### TASK
Could you find each line of the data below that contains the word "roads" and copy those lines?

(Collected data)

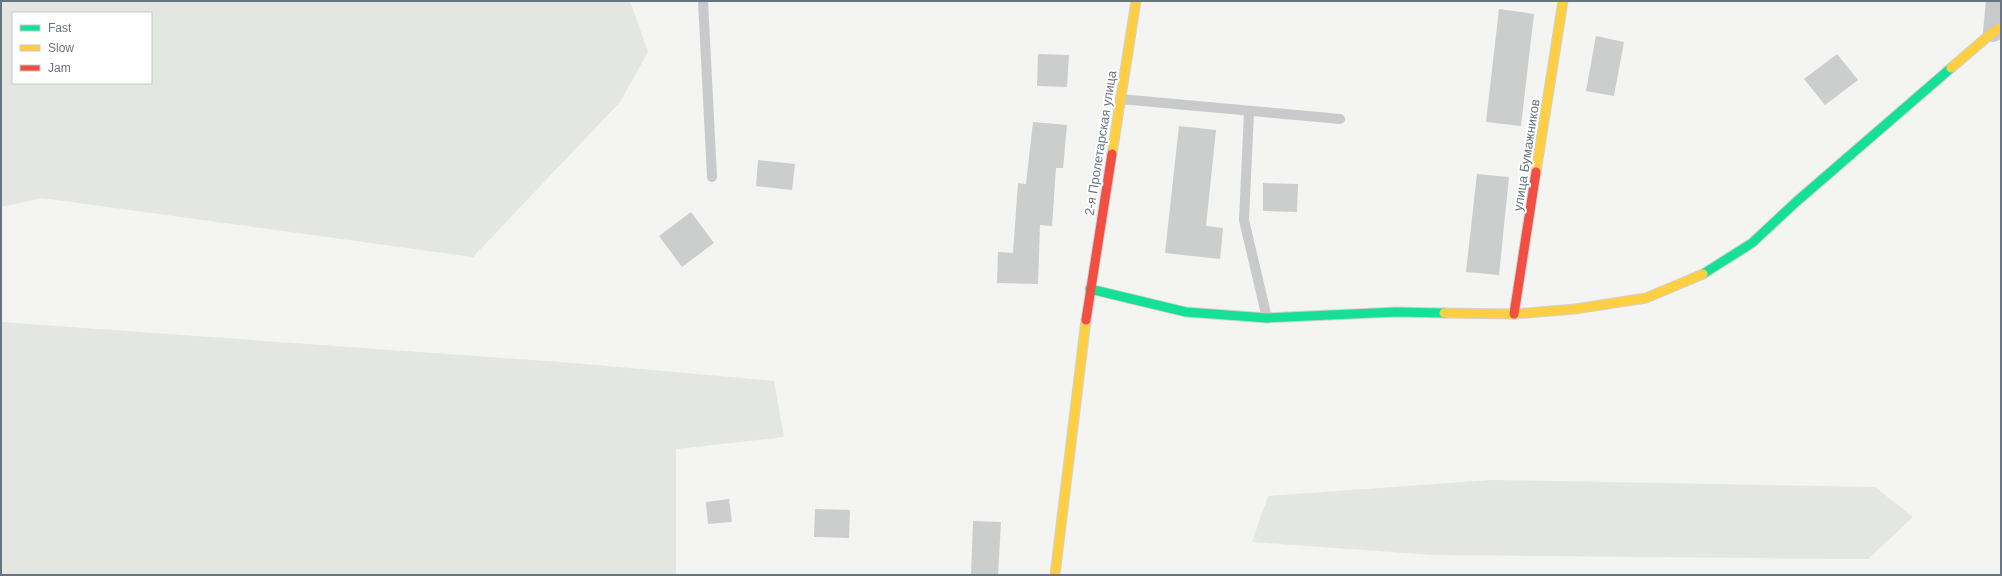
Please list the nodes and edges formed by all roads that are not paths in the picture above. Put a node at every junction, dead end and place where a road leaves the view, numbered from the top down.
1 (703, 1) edge
2 (1136, 1) edge
3 (1563, 1) edge
4 (1996, 1) edge
5 (1997, 30) edge
6 (1120, 100) junction
7 (1249, 112) junction
8 (1340, 119) dead end
9 (712, 177) dead end
10 (1090, 289) junction
11 (1514, 314) junction
12 (1267, 318) junction
13 (1055, 575) edge

1 - 9 lane
2 - 6 street, 2-я Пролетарская улица
3 - 11 street, улица Бумажников
4 - 5 street
5 - 11 street
6 - 7 lane
6 - 10 street, 2-я Пролетарская улица
7 - 8 lane
7 - 12 lane
10 - 12 street
10 - 13 street, 2-я Пролетарская улица
11 - 12 street

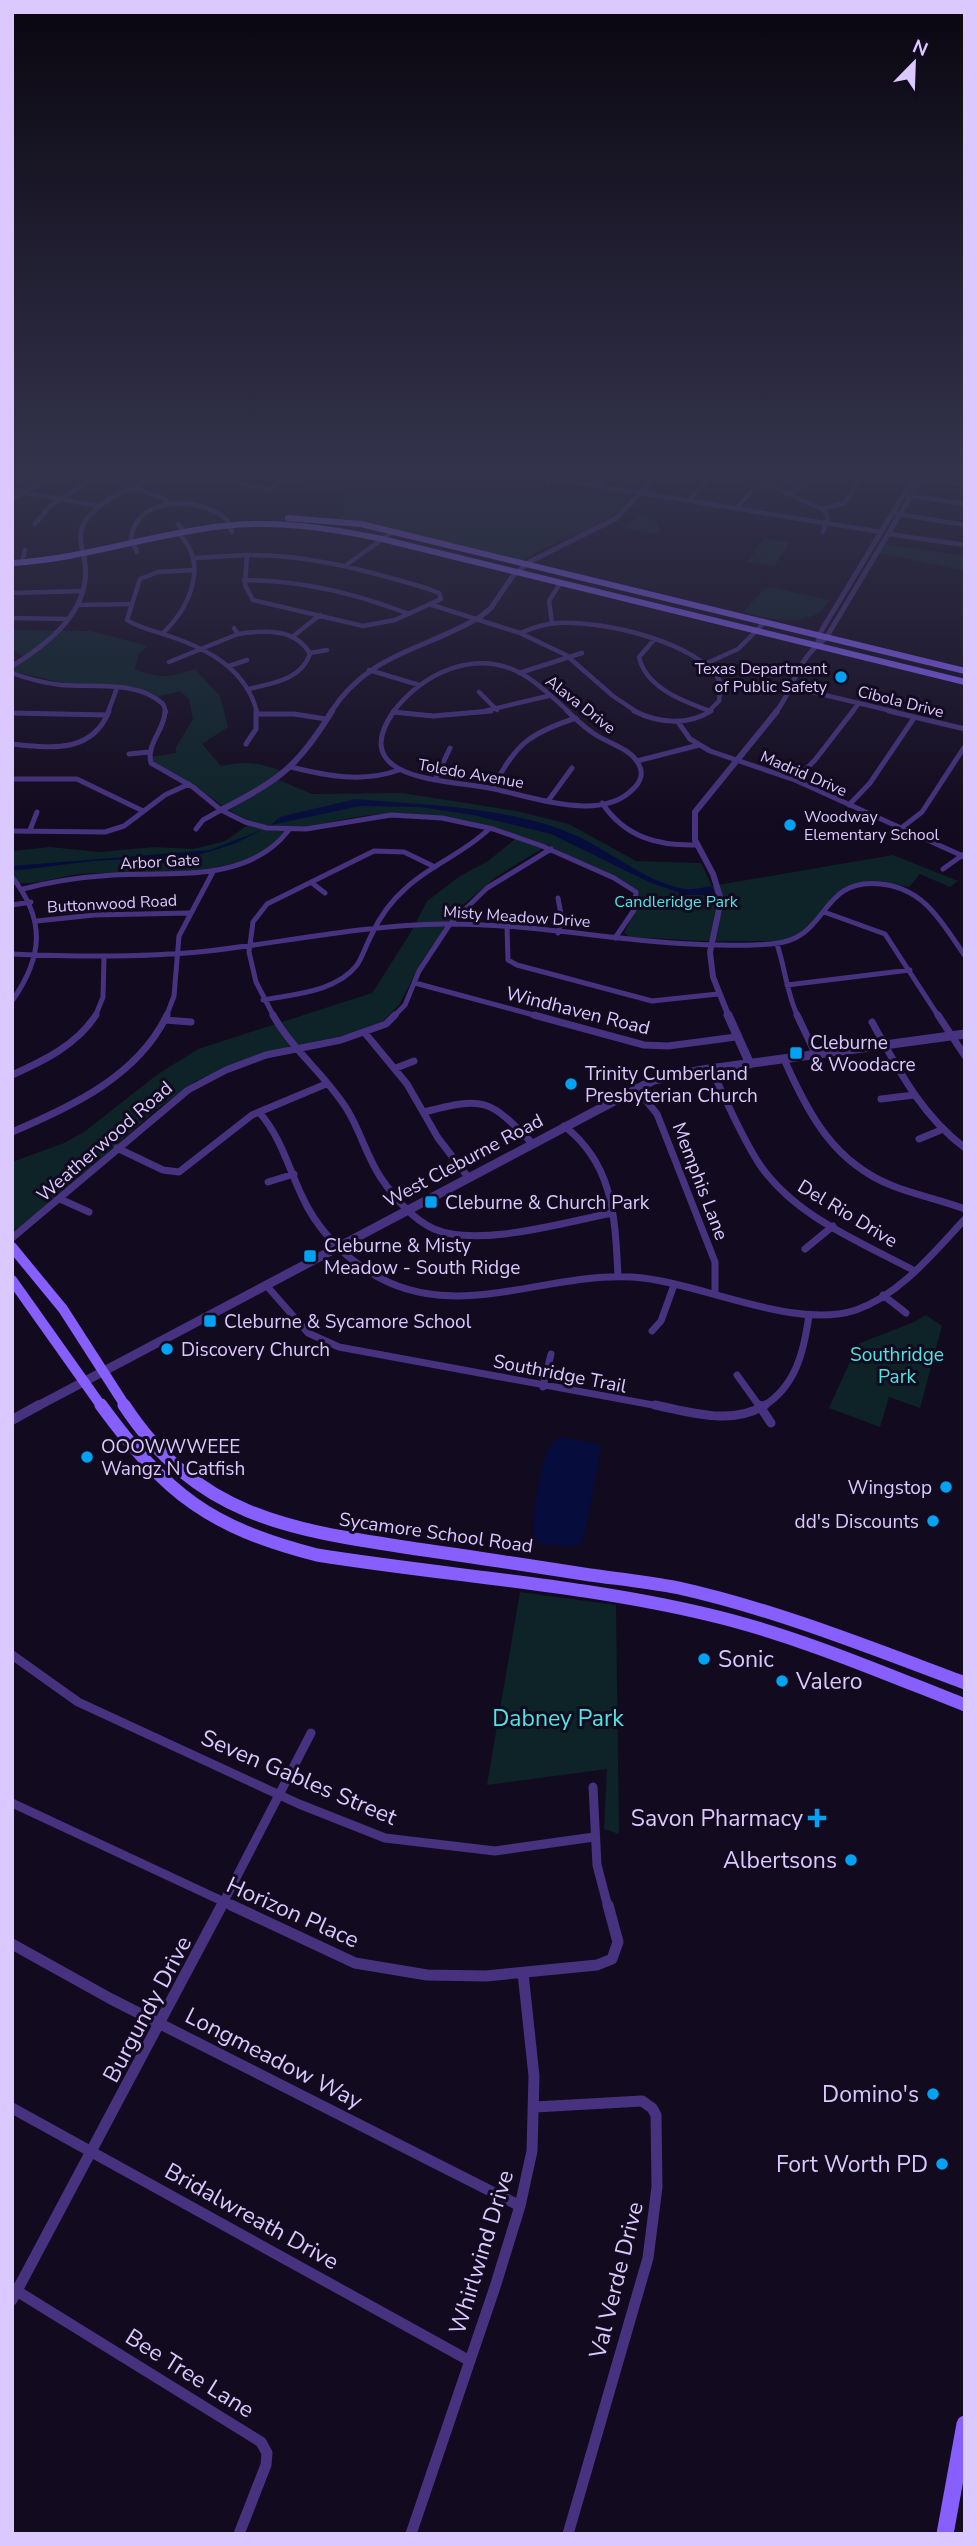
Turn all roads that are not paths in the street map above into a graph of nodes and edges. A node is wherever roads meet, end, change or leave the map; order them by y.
1 (82, 593) edge
2 (134, 593) edge
3 (191, 593) edge
4 (247, 593) edge
5 (346, 593) edge
6 (438, 593) edge
7 (502, 593) edge
8 (554, 593) edge
9 (604, 593) edge
10 (637, 593) edge
11 (641, 593) edge
12 (845, 593) edge
13 (853, 593) edge
14 (609, 594) junction
15 (631, 599) junction
16 (603, 600) dead end
17 (130, 604) junction
18 (78, 605) junction
19 (432, 605) junction
20 (657, 606) junction
21 (652, 612) dead end
22 (320, 615) junction
23 (410, 615) junction
24 (830, 616) junction
25 (12, 618) edge
26 (839, 618) junction
27 (68, 619) junction
28 (708, 619) junction
29 (476, 620) junction
30 (764, 622) junction
31 (552, 623) junction
32 (702, 624) dead end
33 (825, 624) junction
34 (234, 628) dead end
35 (756, 631) junction
36 (801, 632) junction
37 (163, 633) junction
38 (238, 634) junction
39 (518, 634) junction
40 (292, 637) junction
41 (653, 641) junction
42 (819, 641) junction
43 (200, 648) junction
44 (327, 649) dead end
45 (884, 652) junction
46 (310, 653) junction
47 (582, 653) dead end
48 (568, 657) junction
49 (487, 658) dead end
50 (247, 660) dead end
51 (877, 661) junction
52 (169, 663) dead end
53 (485, 664) junction
54 (705, 664) junction
55 (938, 665) junction
56 (12, 666) edge
57 (229, 666) junction
58 (369, 670) junction
59 (965, 671) edge
60 (12, 673) edge
61 (519, 673) junction
62 (931, 674) junction
63 (965, 682) edge
64 (419, 685) junction
65 (791, 687) junction
66 (117, 688) junction
67 (249, 689) junction
68 (479, 691) dead end
69 (548, 696) junction
70 (859, 703) junction
71 (497, 710) junction
72 (710, 711) junction
73 (393, 712) junction
74 (12, 713) edge
75 (258, 714) junction
76 (107, 715) junction
77 (576, 718) junction
78 (914, 718) junction
79 (326, 719) junction
80 (678, 722) junction
81 (965, 729) edge
82 (12, 744) edge
83 (246, 744) dead end
84 (700, 745) junction
85 (965, 746) edge
86 (450, 748) dead end
87 (149, 752) junction
88 (129, 754) dead end
89 (739, 760) junction
90 (637, 761) junction
91 (291, 767) junction
92 (572, 768) dead end
93 (399, 770) junction
94 (12, 779) edge
95 (435, 780) junction
96 (795, 780) junction
97 (189, 784) junction
98 (493, 788) junction
99 (548, 801) junction
100 (602, 803) junction
101 (849, 805) junction
102 (221, 810) junction
103 (143, 811) junction
104 (37, 812) dead end
105 (196, 829) dead end
106 (489, 829) junction
107 (900, 829) junction
108 (30, 830) junction
109 (12, 831) edge
110 (288, 831) junction
111 (697, 845) junction
112 (551, 849) junction
113 (964, 855) edge
114 (435, 867) junction
115 (943, 869) dead end
116 (214, 870) junction
117 (12, 877) edge
118 (312, 883) junction
119 (23, 889) junction
120 (325, 893) dead end
121 (558, 898) dead end
122 (31, 902) junction
123 (12, 905) edge
124 (824, 912) junction
125 (189, 913) junction
126 (37, 920) junction
127 (450, 924) junction
128 (507, 927) junction
129 (373, 929) junction
130 (558, 933) junction
131 (615, 938) junction
132 (712, 944) junction
133 (777, 944) junction
134 (248, 946) junction
135 (12, 954) edge
136 (33, 955) junction
137 (174, 955) junction
138 (965, 956) edge
139 (104, 957) junction
140 (910, 970) junction
141 (415, 982) junction
142 (786, 985) junction
143 (718, 994) junction
144 (262, 1000) junction
145 (12, 1001) edge
146 (165, 1020) junction
147 (191, 1022) dead end
148 (872, 1022) dead end
149 (365, 1033) junction
150 (965, 1034) edge
151 (952, 1036) junction
152 (736, 1037) junction
153 (885, 1045) junction
154 (297, 1049) junction
155 (816, 1055) junction
156 (965, 1056) edge
157 (784, 1059) junction
158 (414, 1061) dead end
159 (750, 1064) junction
160 (396, 1068) junction
161 (711, 1069) junction
162 (12, 1075) edge
163 (326, 1083) junction
164 (636, 1088) junction
165 (914, 1095) junction
166 (881, 1099) dead end
167 (259, 1112) junction
168 (424, 1112) junction
169 (564, 1126) junction
170 (13, 1129) edge
171 (942, 1130) junction
172 (919, 1139) dead end
173 (532, 1143) junction
174 (117, 1148) junction
175 (965, 1148) edge
176 (294, 1174) junction
177 (468, 1177) junction
178 (268, 1181) dead end
179 (60, 1199) junction
180 (408, 1209) junction
181 (965, 1209) edge
182 (89, 1212) dead end
183 (612, 1213) junction
184 (965, 1219) edge
185 (833, 1226) junction
186 (12, 1238) edge
187 (339, 1246) junction
188 (12, 1247) edge
189 (805, 1249) dead end
190 (913, 1270) junction
191 (618, 1276) junction
192 (12, 1280) edge
193 (266, 1285) junction
194 (674, 1285) junction
195 (715, 1294) junction
196 (883, 1295) junction
197 (906, 1313) dead end
198 (809, 1314) junction
199 (652, 1331) dead end
200 (551, 1354) dead end
201 (103, 1373) junction
202 (737, 1375) dead end
203 (84, 1382) junction
204 (543, 1387) junction
205 (762, 1409) junction
206 (12, 1420) edge
207 (771, 1423) dead end
208 (363, 1541) junction
209 (359, 1562) junction
210 (678, 1588) junction
211 (675, 1608) junction
212 (12, 1655) edge
213 (904, 1660) junction
214 (898, 1679) junction
215 (965, 1683) edge
216 (965, 1705) edge
217 (311, 1734) dead end
218 (593, 1787) dead end
219 (280, 1794) junction
220 (12, 1803) edge
221 (594, 1837) junction
222 (225, 1903) junction
223 (12, 1944) edge
224 (523, 1973) junction
225 (161, 2024) junction
226 (535, 2107) junction
227 (12, 2108) edge
228 (92, 2152) junction
229 (520, 2206) junction
230 (14, 2293) edge
231 (470, 2361) junction
232 (965, 2424) edge
233 (959, 2487) edge
234 (239, 2534) edge
235 (411, 2534) edge
236 (568, 2534) edge
237 (945, 2534) edge

1 - 18 street
2 - 17 street
3 - 37 street
4 - 22 street
5 - 23 street
6 - 19 street
7 - 29 street
8 - 31 street
9 - 14 main road
10 - 15 main road
11 - 30 main road
12 - 24 street
13 - 26 street
14 - 15 main road
14 - 16 street
15 - 20 main road
17 - 18 street
17 - 37 street
18 - 27 street
19 - 23 street
19 - 29 street
20 - 21 street
20 - 28 main road
22 - 23 street
22 - 40 street
24 - 26 street
24 - 33 street
25 - 27 street
26 - 42 street
27 - 56 street
28 - 32 street
28 - 35 main road
29 - 39 street
29 - 58 street
30 - 35 street
30 - 36 main road
31 - 39 street
31 - 41 street
33 - 36 main road
33 - 42 street
34 - 38 street
35 - 42 main road
35 - 54 street
36 - 42 main road
37 - 43 street
38 - 40 street
38 - 43 street
39 - 48 street
40 - 46 street
41 - 54 street
41 - 72 street
42 - 45 main road
42 - 51 main road
42 - 65 street
43 - 52 street
43 - 57 street
44 - 46 street
45 - 51 main road
45 - 55 main road
46 - 67 street
47 - 48 street
48 - 61 street
48 - 80 street
49 - 53 street
50 - 57 street
51 - 62 main road
53 - 61 street, Alava Drive
53 - 64 street, Alava Drive
54 - 72 street
55 - 59 main road
55 - 62 main road
57 - 67 street
58 - 64 street
58 - 79 street
60 - 66 street
61 - 69 street, Alava Drive
62 - 63 main road
64 - 73 street, Toledo Avenue
65 - 70 street, Cibola Drive
65 - 89 street
66 - 76 street
66 - 87 street
67 - 75 street
68 - 71 street
69 - 71 street
69 - 77 street, Alava Drive
70 - 78 street, Cibola Drive
70 - 96 street
71 - 73 street
72 - 80 street
73 - 93 street, Toledo Avenue
74 - 76 street
75 - 79 street
75 - 83 street
76 - 82 street
77 - 90 street, Alava Drive
77 - 98 street
78 - 81 street, Cibola Drive
78 - 101 street
79 - 91 street
80 - 84 street, Madrid Drive
84 - 89 street, Madrid Drive
84 - 90 street
85 - 107 street
86 - 95 street
87 - 88 street
87 - 97 street
89 - 96 street, Madrid Drive
89 - 111 street
90 - 100 street
91 - 93 street
91 - 102 street
92 - 99 street
93 - 95 street, Toledo Avenue
94 - 103 street
95 - 98 street, Toledo Avenue
96 - 101 street, Madrid Drive
97 - 102 street
97 - 103 street
98 - 99 street, Toledo Avenue
99 - 100 street, Toledo Avenue
100 - 111 street
101 - 107 street, Madrid Drive
102 - 105 street
102 - 110 street
103 - 108 street
104 - 108 street
106 - 110 street
106 - 112 street
106 - 114 street
107 - 113 street, Madrid Drive
108 - 109 street
110 - 116 street, Arbor Gate
111 - 132 street
112 - 127 street, Weatherwood Road
112 - 131 street
113 - 115 street
114 - 118 street
114 - 129 street
116 - 119 street, Arbor Gate
116 - 125 street
117 - 119 street
118 - 120 street
118 - 134 street
119 - 122 street
121 - 130 street
122 - 123 street
122 - 126 street
124 - 133 street, Misty Meadow Drive
124 - 138 street, Misty Meadow Drive
124 - 140 street
125 - 126 street, Buttonwood Road
125 - 137 street
126 - 136 street
127 - 128 street, Misty Meadow Drive
127 - 129 street, Misty Meadow Drive
127 - 141 street, Weatherwood Road
128 - 130 street, Misty Meadow Drive
128 - 143 street
129 - 134 street, Misty Meadow Drive
129 - 144 street
130 - 131 street, Misty Meadow Drive
131 - 132 street, Misty Meadow Drive
132 - 133 street, Misty Meadow Drive
132 - 143 street
133 - 142 street
134 - 137 street, Misty Meadow Drive
134 - 144 street
135 - 136 street, Misty Meadow Drive
136 - 139 street, Misty Meadow Drive
136 - 145 street
137 - 139 street, Misty Meadow Drive
137 - 146 street
139 - 162 street
140 - 142 street
140 - 151 street
141 - 149 street, Weatherwood Road
141 - 152 street, Windhaven Road
142 - 155 street
143 - 152 street
144 - 154 street
146 - 147 street
146 - 170 street
148 - 153 street
149 - 154 street, Weatherwood Road
149 - 160 street
150 - 151 street, West Cleburne Road
151 - 153 street, West Cleburne Road
151 - 156 street
152 - 159 street
153 - 155 street, West Cleburne Road
153 - 165 street
154 - 163 street
154 - 174 street, Weatherwood Road
155 - 157 street, West Cleburne Road
157 - 159 street, West Cleburne Road
157 - 181 street
158 - 160 street
159 - 161 street, West Cleburne Road
160 - 168 street
161 - 164 street, West Cleburne Road
161 - 185 street, Del Rio Drive
163 - 167 street
163 - 180 street
164 - 169 street, West Cleburne Road
164 - 195 street, Memphis Lane
165 - 166 street
165 - 171 street
167 - 174 street
167 - 176 street
168 - 173 street
168 - 177 street
169 - 173 street, West Cleburne Road
169 - 183 street
171 - 172 street
171 - 175 street
173 - 177 street, West Cleburne Road
174 - 179 street, Weatherwood Road
176 - 178 street
176 - 187 street
177 - 180 street, West Cleburne Road
179 - 182 street
179 - 186 street, Weatherwood Road
180 - 183 street
180 - 187 street, West Cleburne Road
183 - 191 street
184 - 190 street
185 - 189 street
185 - 190 street, Del Rio Drive
187 - 191 street
187 - 193 street, West Cleburne Road
188 - 201 main road, Sycamore School Road
190 - 196 street
191 - 194 street
192 - 203 main road, Sycamore School Road
193 - 201 street, West Cleburne Road
193 - 204 street, Southridge Trail
194 - 195 street
194 - 199 street
195 - 198 street
196 - 197 street
196 - 198 street
198 - 205 street, Southridge Trail
200 - 204 street
201 - 203 street, West Cleburne Road
201 - 208 main road, Sycamore School Road
202 - 205 street
203 - 206 street, West Cleburne Road
203 - 209 main road, Sycamore School Road
204 - 205 street, Southridge Trail
205 - 207 street
208 - 209 main road
208 - 210 main road, Sycamore School Road
209 - 211 main road, Sycamore School Road
210 - 211 main road
210 - 213 main road, Sycamore School Road
211 - 214 main road, Sycamore School Road
212 - 219 street, Seven Gables Street
213 - 214 main road
213 - 215 main road, Sycamore School Road
214 - 216 main road, Sycamore School Road
217 - 219 street, Burgundy Drive
218 - 221 street
219 - 221 street, Seven Gables Street
219 - 222 street, Burgundy Drive
220 - 222 street, Horizon Place
221 - 224 street, Horizon Place
222 - 224 street, Horizon Place
222 - 225 street, Burgundy Drive
223 - 225 street, Longmeadow Way
224 - 226 street, Whirlwind Drive
225 - 228 street, Burgundy Drive
225 - 229 street, Longmeadow Way
226 - 229 street, Whirlwind Drive
226 - 236 street, Val Verde Drive
227 - 228 street, Bridalwreath Drive
228 - 230 street, Burgundy Drive
228 - 231 street, Bridalwreath Drive
229 - 231 street, Whirlwind Drive
230 - 234 street, Bee Tree Lane
231 - 235 street, Whirlwind Drive
232 - 233 main road
233 - 237 main road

### WRITTEN ANSWER
Please list the nodes and edges formed by all roads that are not paths in the picture above. Put a node at every junction, dead end and place where a road leaves the view, numbered from the top down.
Turn all roads that are not paths in the street map above into a graph of nodes and edges. A node is wherever roads meet, end, change or leave the map; order them by y.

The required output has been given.